__DIRECTIONS FOR THIS TASK__
Where the line with "1 920 151 1 rectfill" appears below, start writing out lines exactly, and finish with the line with "(images/14.raw) 1107 381 17 16 drawimage", which is included; write out nothing else.

__DATA EXCERPTS__
————

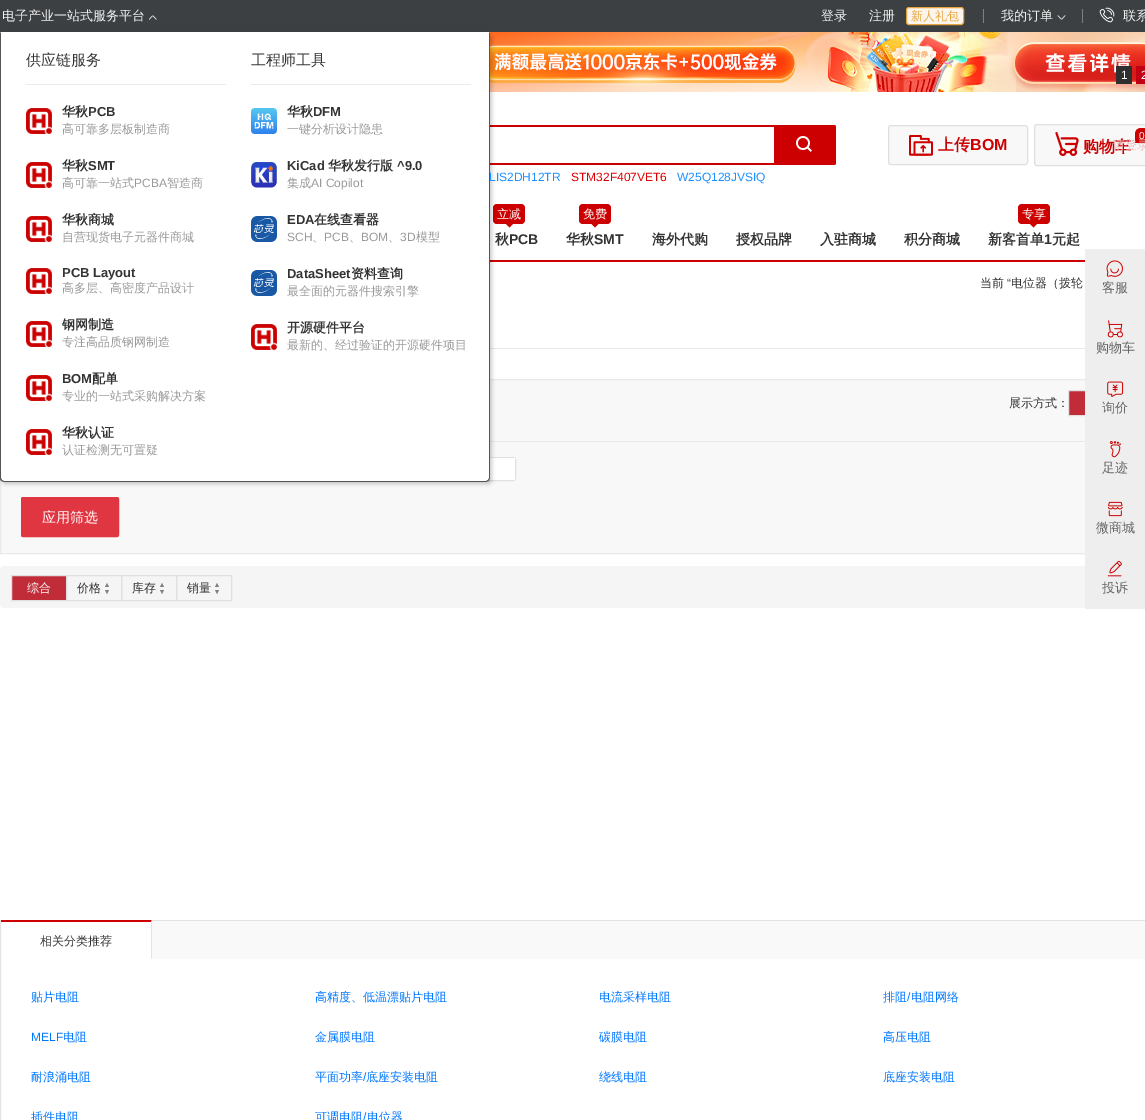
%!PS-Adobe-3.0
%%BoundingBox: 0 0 1145 1120
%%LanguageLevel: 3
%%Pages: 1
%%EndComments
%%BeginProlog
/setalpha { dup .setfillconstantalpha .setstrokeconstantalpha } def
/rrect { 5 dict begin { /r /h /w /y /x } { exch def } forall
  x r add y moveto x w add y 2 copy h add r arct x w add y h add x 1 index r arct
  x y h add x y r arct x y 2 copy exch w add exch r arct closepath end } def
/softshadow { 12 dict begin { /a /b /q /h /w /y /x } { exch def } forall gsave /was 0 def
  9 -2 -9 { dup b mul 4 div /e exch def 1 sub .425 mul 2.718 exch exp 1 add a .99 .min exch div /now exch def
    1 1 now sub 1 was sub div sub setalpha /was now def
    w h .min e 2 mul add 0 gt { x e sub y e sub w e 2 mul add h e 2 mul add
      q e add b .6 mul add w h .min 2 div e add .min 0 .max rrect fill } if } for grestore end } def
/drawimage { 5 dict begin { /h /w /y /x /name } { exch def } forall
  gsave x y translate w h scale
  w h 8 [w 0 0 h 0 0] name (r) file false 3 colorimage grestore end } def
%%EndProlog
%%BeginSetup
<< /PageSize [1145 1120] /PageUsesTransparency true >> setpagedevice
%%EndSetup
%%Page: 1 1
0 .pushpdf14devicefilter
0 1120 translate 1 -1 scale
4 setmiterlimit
1 setgray
0 0 1145 1120 rectfill
0.235 0.251 0.263 setrgbcolor
0 0 1145 32 rectfill
(images/1.raw) 149 15 8 5 drawimage
(images/8.raw) 490 32 655 60 drawimage
0.8 0 0 setrgbcolor
286 125 550 40 2 rrect fill
1 setgray
490 127 284 36 rectfill
0.8 0 0 setrgbcolor
490 260 595 2 rectfill
493 204 32 20 4 rrect fill
0.914 setgray
490 348 595 1 rectfill
0.973 setgray
1 380 1084 173 rectfill
0.914 setgray
0.5 379.5 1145 174 rectstroke
490 441 595 1 rectfill
0.878 setgray
469.5 457.5 46 23 2.5 rrect stroke
1 setgray
489 458 26 22 rectfill
0 setgray
2 34 490 450 4 2 0.2 softshadow
1 setgray
newpath 0 32 moveto 490 32 lineto 490 478 lineto 490 480 488 482 486 482 curveto 4 482 lineto 2 482 0 480 0 478 curveto closepath fill
0.333 setgray
newpath 490 32 moveto 489 33 lineto 489 478 lineto 488 480 lineto 489 481 lineto 490 478 lineto closepath fill
newpath 4 482 moveto 486 482 lineto 489 481 lineto 488 480 lineto 486 481 lineto 4 481 lineto 2 480 lineto 1 481 lineto closepath fill
newpath 1 33 moveto 0 32 lineto 0 479 lineto 1 481 lineto 2 480 lineto 1 478 lineto closepath fill
0.922 setgray
26 84 200 1 rectfill
(images/2.raw) 26 108 26 26 drawimage
(images/2.raw) 26 162 26 26 drawimage
(images/2.raw) 26 216 26 26 drawimage
(images/2.raw) 26 268 26 26 drawimage
(images/2.raw) 26 321 26 26 drawimage
(images/2.raw) 26 375 26 26 drawimage
(images/2.raw) 26 429 26 26 drawimage
251 84 220 1 rectfill
(images/3.raw) 251 108 26 26 drawimage
(images/4.raw) 251 162 26 26 drawimage
(images/5.raw) 251 216 26 26 drawimage
(images/5.raw) 251 270 26 26 drawimage
(images/2.raw) 251 324 26 26 drawimage
0.988 0.961 0.922 setrgbcolor
906.5 7.5 57 17 2.5 rrect gsave fill grestore
0.902 0.635 0.235 setrgbcolor
stroke
0.498 setgray
983 9 1 14 rectfill
(images/6.raw) 1057 15 9 5 drawimage
1082 9 1 14 rectfill
(images/7.raw) 1099 7 16 16 drawimage
0.184 setgray
1116 66 16 18 rectfill
0.761 0 0.078 setrgbcolor
1136 66 9 18 rectfill
0.973 setgray
888.5 125.5 139 39 2.5 rrect gsave fill grestore
0.875 setgray
stroke
(images/9.raw) 909 135 24 21 drawimage
0.973 setgray
1034.5 124.5 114 41 2.5 rrect gsave fill grestore
0.875 setgray
stroke
(images/10.raw) 1055 132 24 24 drawimage
0.8 0 0 setrgbcolor
newpath 1141 128 moveto 1143 128 lineto 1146.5 128 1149 130.5 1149 134 curveto 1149 137 lineto 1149 140.5 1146.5 143 1143 143 curveto 1135 143 lineto 1135 134 lineto 1135 130.5 1137.5 128 1141 128 curveto closepath fill
(images/11.raw) 796 136 16 16 drawimage
newpath 509.5 220.5 moveto 513 224 lineto 509.5 227.5 lineto 506 224 lineto closepath fill
579 204 32 20 4 rrect fill
newpath 595 220.5 moveto 598.5 224 lineto 595 227.5 lineto 591.5 224 lineto closepath fill
1018 204 32 20 4 rrect fill
newpath 1033.5 220.5 moveto 1037 224 lineto 1033.5 227.5 lineto 1030 224 lineto closepath fill
0.753 0.173 0.22 setrgbcolor
1069 391 16 24 rectfill
0.878 setgray
1068.5 390.5 55 25 rectstroke
0.878 0.212 0.255 setrgbcolor
21.5 497.5 97 39 1.5 rrect gsave fill grestore
stroke
0.961 setgray
0 566 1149 42 4 rrect fill
0.753 0.173 0.22 setrgbcolor
newpath 11.5 575.5 moveto 66.5 575.5 lineto 66.5 600.5 lineto 11.5 600.5 lineto closepath gsave fill grestore
0.878 setgray
stroke
66.5 575.5 55 25 rectstroke
0.498 setgray
newpath 109 587 moveto 105 587 lineto 107 583 lineto closepath 105 590 moveto 109 590 lineto 107 594 lineto closepath fill
0.878 setgray
121.5 575.5 55 25 rectstroke
0.498 setgray
newpath 164 587 moveto 160 587 lineto 162 583 lineto closepath 160 590 moveto 164 590 lineto 162 594 lineto closepath fill
0.878 setgray
176.5 575.5 55 25 rectstroke
0.498 setgray
newpath 219 587 moveto 215 587 lineto 217 583 lineto closepath 215 590 moveto 219 590 lineto 217 594 lineto closepath fill
0.894 setgray
0.5 920.5 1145 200 rectstroke
0.976 setgray
152 921 993 38 rectfill
1 setgray
1 920 151 1 rectfill
0.8 0 0 setrgbcolor
newpath 1 920 moveto 152 920 lineto 151 922 lineto 1 922 lineto closepath fill
0.894 setgray
newpath 152 920 moveto 152 959 lineto 151 958 lineto 151 922 lineto closepath fill
0.933 setgray
1085 249 60 360 rectfill
(images/12.raw) 1106 260 17 17 drawimage
(images/13.raw) 1107 320 16 18 drawimage
(images/14.raw) 1107 381 17 16 drawimage
(images/15.raw) 1109 441 12 17 drawimage
(images/16.raw) 1107 501 16 16 drawimage
(images/17.raw) 1107 560 15 17 drawimage
/WenQuanYiZenHei-Medium [13 0 0 -13 0 0] selectfont
0.949 setgray
2 20 moveto (电子产业一站式服务平台) show
/WenQuanYiZenHei-Medium [15 0 0 -15 0 0] selectfont
0.2 setgray
26 65 moveto (供应链服务) show
/WenQuanYiZenHei-Bold [13 0 0 -13 0 0] selectfont
62 116 moveto (华秋) show
/LiberationSans-Bold [13 0 0 -13 0 0] selectfont
88 116 moveto (PCB) show
/WenQuanYiZenHei-Medium [12 0 0 -12 0 0] selectfont
0.6 setgray
62 133 moveto (高可靠多层板制造商) show
/WenQuanYiZenHei-Bold [13 0 0 -13 0 0] selectfont
0.2 setgray
62 170 moveto (华秋) show
/LiberationSans-Bold [13 0 0 -13 0 0] selectfont
88 170 moveto (SMT) show
/WenQuanYiZenHei-Medium [12 0 0 -12 0 0] selectfont
0.6 setgray
62 187 moveto (高可靠一站式) show
/LiberationSans-Regular [12 0 0 -12 0 0] selectfont
134 187 moveto (PCBA) show
/WenQuanYiZenHei-Medium [12 0 0 -12 0 0] selectfont
167 187 moveto (智造商) show
/WenQuanYiZenHei-Bold [13 0 0 -13 0 0] selectfont
0.2 setgray
62 224 moveto (华秋商城) show
/WenQuanYiZenHei-Medium [12 0 0 -12 0 0] selectfont
0.6 setgray
62 241 moveto (自营现货电子元器件商城) show
/LiberationSans-Bold [13 0 0 -13 0 0] selectfont
0.2 setgray
62 277 moveto (PCB Layout) show
/WenQuanYiZenHei-Medium [12 0 0 -12 0 0] selectfont
0.6 setgray
62 292 moveto (高多层、高密度产品设计) show
/WenQuanYiZenHei-Bold [13 0 0 -13 0 0] selectfont
0.2 setgray
62 329 moveto (钢网制造) show
/WenQuanYiZenHei-Medium [12 0 0 -12 0 0] selectfont
0.6 setgray
62 346 moveto (专注高品质钢网制造) show
/LiberationSans-Bold [13 0 0 -13 0 0] selectfont
0.2 setgray
62 383 moveto (BOM) show
/WenQuanYiZenHei-Bold [13 0 0 -13 0 0] selectfont
92 383 moveto (配单) show
/WenQuanYiZenHei-Medium [12 0 0 -12 0 0] selectfont
0.6 setgray
62 400 moveto (专业的一站式采购解决方案) show
/WenQuanYiZenHei-Bold [13 0 0 -13 0 0] selectfont
0.2 setgray
62 437 moveto (华秋认证) show
/WenQuanYiZenHei-Medium [12 0 0 -12 0 0] selectfont
0.6 setgray
62 454 moveto (认证检测无可置疑) show
/WenQuanYiZenHei-Medium [15 0 0 -15 0 0] selectfont
0.2 setgray
251 65 moveto (工程师工具) show
/WenQuanYiZenHei-Bold [13 0 0 -13 0 0] selectfont
287 116 moveto (华秋) show
/LiberationSans-Bold [13 0 0 -13 0 0] selectfont
313 116 moveto (DFM) show
/WenQuanYiZenHei-Medium [12 0 0 -12 0 0] selectfont
0.6 setgray
287 133 moveto (一键分析设计隐患) show
/LiberationSans-Bold [13 0 0 -13 0 0] selectfont
0.2 setgray
287 170 moveto (KiCad) show
/WenQuanYiZenHei-Bold [13 0 0 -13 0 0] selectfont
328 170 moveto (华秋发行版) show
/LiberationSans-Bold [13 0 0 -13 0 0] selectfont
397 170 moveto (^9.0) show
/WenQuanYiZenHei-Medium [12 0 0 -12 0 0] selectfont
0.6 setgray
287 187 moveto (集成) show
/LiberationSans-Regular [12 0 0 -12 0 0] selectfont
311 187 moveto (AI Copilot) show
/LiberationSans-Bold [13 0 0 -13 0 0] selectfont
0.2 setgray
287 224 moveto (EDA) show
/WenQuanYiZenHei-Bold [13 0 0 -13 0 0] selectfont
314 224 moveto (在线查看器) show
/LiberationSans-Regular [12 0 0 -12 0 0] selectfont
0.6 setgray
287 241 moveto (SCH) show
/WenQuanYiZenHei-Medium [12 0 0 -12 0 0] selectfont
312 241 moveto (、) show
/LiberationSans-Regular [12 0 0 -12 0 0] selectfont
324 241 moveto (PCB) show
/WenQuanYiZenHei-Medium [12 0 0 -12 0 0] selectfont
349 241 moveto (、) show
/LiberationSans-Regular [12 0 0 -12 0 0] selectfont
361 241 moveto (BOM) show
/WenQuanYiZenHei-Medium [12 0 0 -12 0 0] selectfont
388 241 moveto (、) show
/LiberationSans-Regular [12 0 0 -12 0 0] selectfont
400 241 moveto (3D) show
/WenQuanYiZenHei-Medium [12 0 0 -12 0 0] selectfont
416 241 moveto (模型) show
/LiberationSans-Bold [13 0 0 -13 0 0] selectfont
0.2 setgray
287 278 moveto (DataSheet) show
/WenQuanYiZenHei-Bold [13 0 0 -13 0 0] selectfont
351 278 moveto (资料查询) show
/WenQuanYiZenHei-Medium [12 0 0 -12 0 0] selectfont
0.6 setgray
287 295 moveto (最全面的元器件搜索引擎) show
/WenQuanYiZenHei-Bold [13 0 0 -13 0 0] selectfont
0.2 setgray
287 332 moveto (开源硬件平台) show
/WenQuanYiZenHei-Medium [12 0 0 -12 0 0] selectfont
0.6 setgray
287 349 moveto (最新的、经过验证的开源硬件项目) show
/WenQuanYiZenHei-Medium [13 0 0 -13 0 0] selectfont
0.949 setgray
821 20 moveto (登录) show
869 20 moveto (注册) show
/WenQuanYiZenHei-Medium [12 0 0 -12 0 0] selectfont
0.902 0.635 0.235 setrgbcolor
911 20 moveto (新人礼包) show
/WenQuanYiZenHei-Medium [13 0 0 -13 0 0] selectfont
0.949 setgray
1001 20 moveto (我的订单) show
1123 20 moveto (联系) show
/LiberationSans-Regular [12 0 0 -12 0 0] selectfont
1 setgray
1121 79 moveto (1) show
1141 79 moveto (2) show
/WenQuanYiZenHei-Bold [16 0 0 -16 0 0] selectfont
0.8 0 0 setrgbcolor
938 150 moveto (上传) show
/LiberationSans-Bold [16 0 0 -16 0 0] selectfont
970 150 moveto (BOM) show
/LiberationSans-Regular [10 0 0 -10 0 0] selectfont
1 setgray
1139 139 moveto (0) show
/WenQuanYiZenHei-Bold [16 0 0 -16 0 0] selectfont
0.8 0 0 setrgbcolor
1083 152 moveto (购物车) show
/WenQuanYiZenHei-Medium [12 0 0 -12 0 0] selectfont
0.929 0.729 0.729 setrgbcolor
1113 149 moveto (请登录) show
/LiberationSans-Regular [12 0 0 -12 0 0] selectfont
0.118 0.565 1 setrgbcolor
489 181 moveto (LIS2DH12TR) show
0.867 0 0 setrgbcolor
571 181 moveto (STM32F407VET6) show
0.118 0.565 1 setrgbcolor
677 181 moveto (W25Q128JVSIQ) show
/WenQuanYiZenHei-Medium [12 0 0 -12 0 0] selectfont
1 setgray
497 218 moveto (立减) show
/WenQuanYiZenHei-Bold [14 0 0 -14 0 0] selectfont
0.2 setgray
495 244 moveto (秋) show
/LiberationSans-Bold [14 0 0 -14 0 0] selectfont
509 244 moveto (PCB) show
/WenQuanYiZenHei-Medium [12 0 0 -12 0 0] selectfont
1 setgray
583 218 moveto (免费) show
/WenQuanYiZenHei-Bold [14 0 0 -14 0 0] selectfont
0.2 setgray
566 244 moveto (华秋) show
/LiberationSans-Bold [14 0 0 -14 0 0] selectfont
594 244 moveto (SMT) show
/WenQuanYiZenHei-Bold [14 0 0 -14 0 0] selectfont
652 244 moveto (海外代购) show
736 244 moveto (授权品牌) show
820 244 moveto (入驻商城) show
904 244 moveto (积分商城) show
/WenQuanYiZenHei-Medium [12 0 0 -12 0 0] selectfont
1 setgray
1022 218 moveto (专享) show
/WenQuanYiZenHei-Bold [14 0 0 -14 0 0] selectfont
0.2 setgray
988 244 moveto (新客首单) show
/LiberationSans-Bold [14 0 0 -14 0 0] selectfont
1044 244 moveto (1) show
/WenQuanYiZenHei-Bold [14 0 0 -14 0 0] selectfont
1052 244 moveto (元起) show
/WenQuanYiZenHei-Medium [12 0 0 -12 0 0] selectfont
980 287 moveto (当前) show
/LiberationSans-Regular [12 0 0 -12 0 0] selectfont
1007 287 moveto (“) show
/WenQuanYiZenHei-Medium [12 0 0 -12 0 0] selectfont
1011 287 moveto (电位器（拨轮) show
1009 407 moveto (展示方式：) show
/WenQuanYiZenHei-Medium [14 0 0 -14 0 0] selectfont
1 setgray
42 522 moveto (应用筛选) show
/WenQuanYiZenHei-Medium [12 0 0 -12 0 0] selectfont
27 592 moveto (综合) show
0.2 setgray
77 592 moveto (价格) show
132 592 moveto (库存) show
187 592 moveto (销量) show
40 945 moveto (相关分类推荐) show
0 0.467 1 setrgbcolor
31 1001 moveto (贴片电阻) show
315 1001 moveto (高精度、低温漂贴片电阻) show
599 1001 moveto (电流采样电阻) show
883 1001 moveto (排阻 电阻网络) show
/LiberationSans-Regular [12 0 0 -12 0 0] selectfont
907 1001 moveto (/) show
31 1041 moveto (MELF) show
/WenQuanYiZenHei-Medium [12 0 0 -12 0 0] selectfont
63 1041 moveto (电阻) show
315 1041 moveto (金属膜电阻) show
599 1041 moveto (碳膜电阻) show
883 1041 moveto (高压电阻) show
31 1081 moveto (耐浪涌电阻) show
315 1081 moveto (平面功率) show
/LiberationSans-Regular [12 0 0 -12 0 0] selectfont
363 1081 moveto (/) show
/WenQuanYiZenHei-Medium [12 0 0 -12 0 0] selectfont
366 1081 moveto (底座安装电阻) show
599 1081 moveto (绕线电阻) show
883 1081 moveto (底座安装电阻) show
31 1121 moveto (插件电阻) show
315 1121 moveto (可调电阻 电位器) show
/LiberationSans-Regular [12 0 0 -12 0 0] selectfont
363 1121 moveto (/) show
/WenQuanYiZenHei-Medium [13 0 0 -13 0 0] selectfont
0.4 setgray
1102 292 moveto (客服) show
1096 352 moveto (购物车) show
1102 412 moveto (询价) show
1102 472 moveto (足迹) show
1096 532 moveto (微商城) show
1102 592 moveto (投诉) show
.poppdf14devicefilter showpage
%%EOF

————

__WRITTEN RESPONSE__
1 920 151 1 rectfill
0.8 0 0 setrgbcolor
newpath 1 920 moveto 152 920 lineto 151 922 lineto 1 922 lineto closepath fill
0.894 setgray
newpath 152 920 moveto 152 959 lineto 151 958 lineto 151 922 lineto closepath fill
0.933 setgray
1085 249 60 360 rectfill
(images/12.raw) 1106 260 17 17 drawimage
(images/13.raw) 1107 320 16 18 drawimage
(images/14.raw) 1107 381 17 16 drawimage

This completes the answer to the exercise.